Molecular mimicry is a widespread phenomenon in host-pathogen interactions. Mimicry also takes place in higher levels of organisation of the biosphere. Owl butterflies, walking stick insects, bee orchids and orchid mantises are just some popular examples. Mimicry was noticed by Charles Darwin and in 1871 he wrote to Dr Fritz Müller saying, “No part of your letter has interested me more than that about mimicry”. Müller was a German migrant and naturalist living in Southern Brazil who had extensive correspondence with Darwin and became an early advocate of Darwin’s theory of evolution by natural selection. In Brazil, Müller observed many species of unpalatable butterflies that mimic each other to escape predation. This biological phenomenon caught Darwin’s attention because Müller believed that mimicry had arisen through natural selection. If mimicry was interesting for Darwin, it was interesting for us, so we investigated the nitty gritty of how F14 worked.

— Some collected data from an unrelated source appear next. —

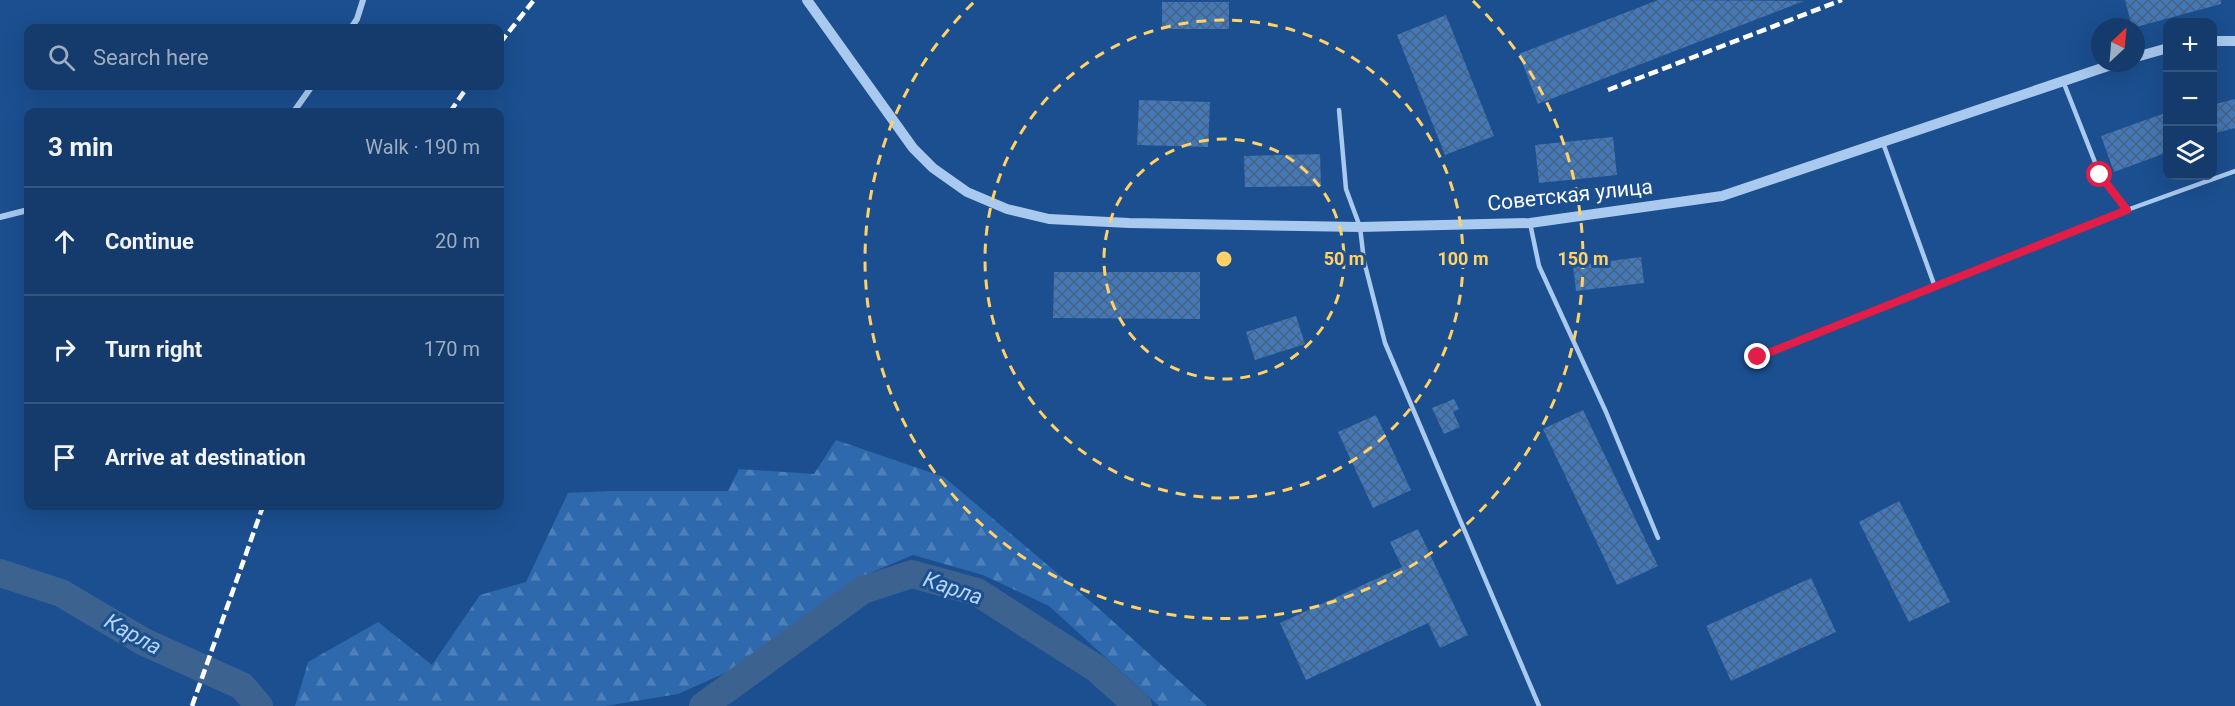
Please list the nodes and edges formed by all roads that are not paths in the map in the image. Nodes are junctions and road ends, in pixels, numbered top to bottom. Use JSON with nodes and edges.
{"nodes":[{"id":1,"x":363,"y":0,"type":"edge"},
{"id":2,"x":807,"y":0,"type":"edge"},
{"id":3,"x":354,"y":24,"type":"edge"},
{"id":4,"x":2235,"y":40,"type":"edge"},
{"id":5,"x":2217,"y":41,"type":"edge"},
{"id":6,"x":2163,"y":49,"type":"edge"},
{"id":7,"x":2145,"y":54,"type":"edge"},
{"id":8,"x":2091,"y":72,"type":"edge"},
{"id":9,"x":2063,"y":81,"type":"junction"},
{"id":10,"x":309,"y":90,"type":"edge"},
{"id":11,"x":297,"y":108,"type":"edge"},
{"id":12,"x":1339,"y":110,"type":"dead end"},
{"id":13,"x":1883,"y":142,"type":"junction"},
{"id":14,"x":2235,"y":171,"type":"edge"},
{"id":15,"x":2127,"y":210,"type":"junction"},
{"id":16,"x":24,"y":211,"type":"edge"},
{"id":17,"x":0,"y":217,"type":"edge"},
{"id":18,"x":1530,"y":223,"type":"junction"},
{"id":19,"x":1360,"y":226,"type":"junction"},
{"id":20,"x":1935,"y":287,"type":"junction"},
{"id":21,"x":1758,"y":357,"type":"dead end"},
{"id":22,"x":1658,"y":538,"type":"dead end"},
{"id":23,"x":1539,"y":706,"type":"edge"}],
"edges":[{"from":1,"to":3,"type":"street"},
{"from":2,"to":19,"type":"street","name":"Советская улица"},
{"from":4,"to":5,"type":"street"},
{"from":6,"to":7,"type":"street"},
{"from":8,"to":9,"type":"street","name":"Советская улица"},
{"from":9,"to":13,"type":"street","name":"Советская улица"},
{"from":9,"to":15,"type":"lane"},
{"from":10,"to":11,"type":"street"},
{"from":12,"to":19,"type":"lane"},
{"from":13,"to":18,"type":"street","name":"Советская улица"},
{"from":13,"to":20,"type":"lane"},
{"from":14,"to":15,"type":"lane"},
{"from":15,"to":20,"type":"lane"},
{"from":16,"to":17,"type":"street"},
{"from":18,"to":19,"type":"street","name":"Советская улица"},
{"from":18,"to":22,"type":"lane"},
{"from":19,"to":23,"type":"lane"},
{"from":20,"to":21,"type":"lane"}]}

We found that by disrupting p65-CBP interaction, F14 was interfering with the molecular events necessary for the transcription of genes regulated by NF-κB that promote inflammation. CBP is an acetyltransferase, an enzyme that adds an acetyl group to lysine residues of other proteins. p65 is one of them and, once acetylated, p65 recruits the protein BRD4 to target gene promoters, where BRD4 promotes gene transcription (see Figure 1).
So, to summarise so far, F14 mimics the p65 TAD, disrupts p65 interaction with CBP, inhibits the acetylation of p65 and therefore the recruitment of BRD4 to gene promoters regulated by NF-κB. But here it got even more interesting because we found F14 was an inhibitor of some but not all NF-κB-regulated genes. Unlike other viral inhibitors of NF-κB, F14 is a selective inhibitor. To understand how F14 was selective, we studied the recruitment of BRD4 to NF-κB-regulated promoters and found that F14 inhibited BRD4 recruitment to some, but not all, NF-κB target genes. And the NF-κB-regulated genes that F14 could not inhibit were the same ones that still recruited BRD4 despite the presence of F14.
Given these observations, we wondered if other acetylated proteins bound to gene promoters served as docking sites for BRD4. To test this idea, we used an inhibitor of BRD4 that prevents the recognition of acetylated proteins. To our surprise, like F14, the inhibitor of BRD4 (a small molecule called JQ1) did not affect the recruitment of BRD4 to some NF-κB-regulated gene promoters. This revealed that the BRD4 recruitment to some genes can be independent of the recognition of acetylated proteins. Therefore, studying a protein from a vaccine of an eradicated disease taught us something fundamental about the regulation of inflammatory genes by NF-κB. In Figure 2, we summarise how F14 inhibits selectively the expression NF-κB target genes.
It remains unclear how BRD4 is recruited to gene promoters independently of the recognition of acetylated proteins, but this is likely to be relevant clinically. BRD4 inhibitors are widely sought after for the treatment of a range of human diseases, and normally target BRD4’s ability to recognise acetylated proteins. This knowledge might then help in the development of a new class of BRD4 inhibitors that block its acetylation-dependent and independent functions.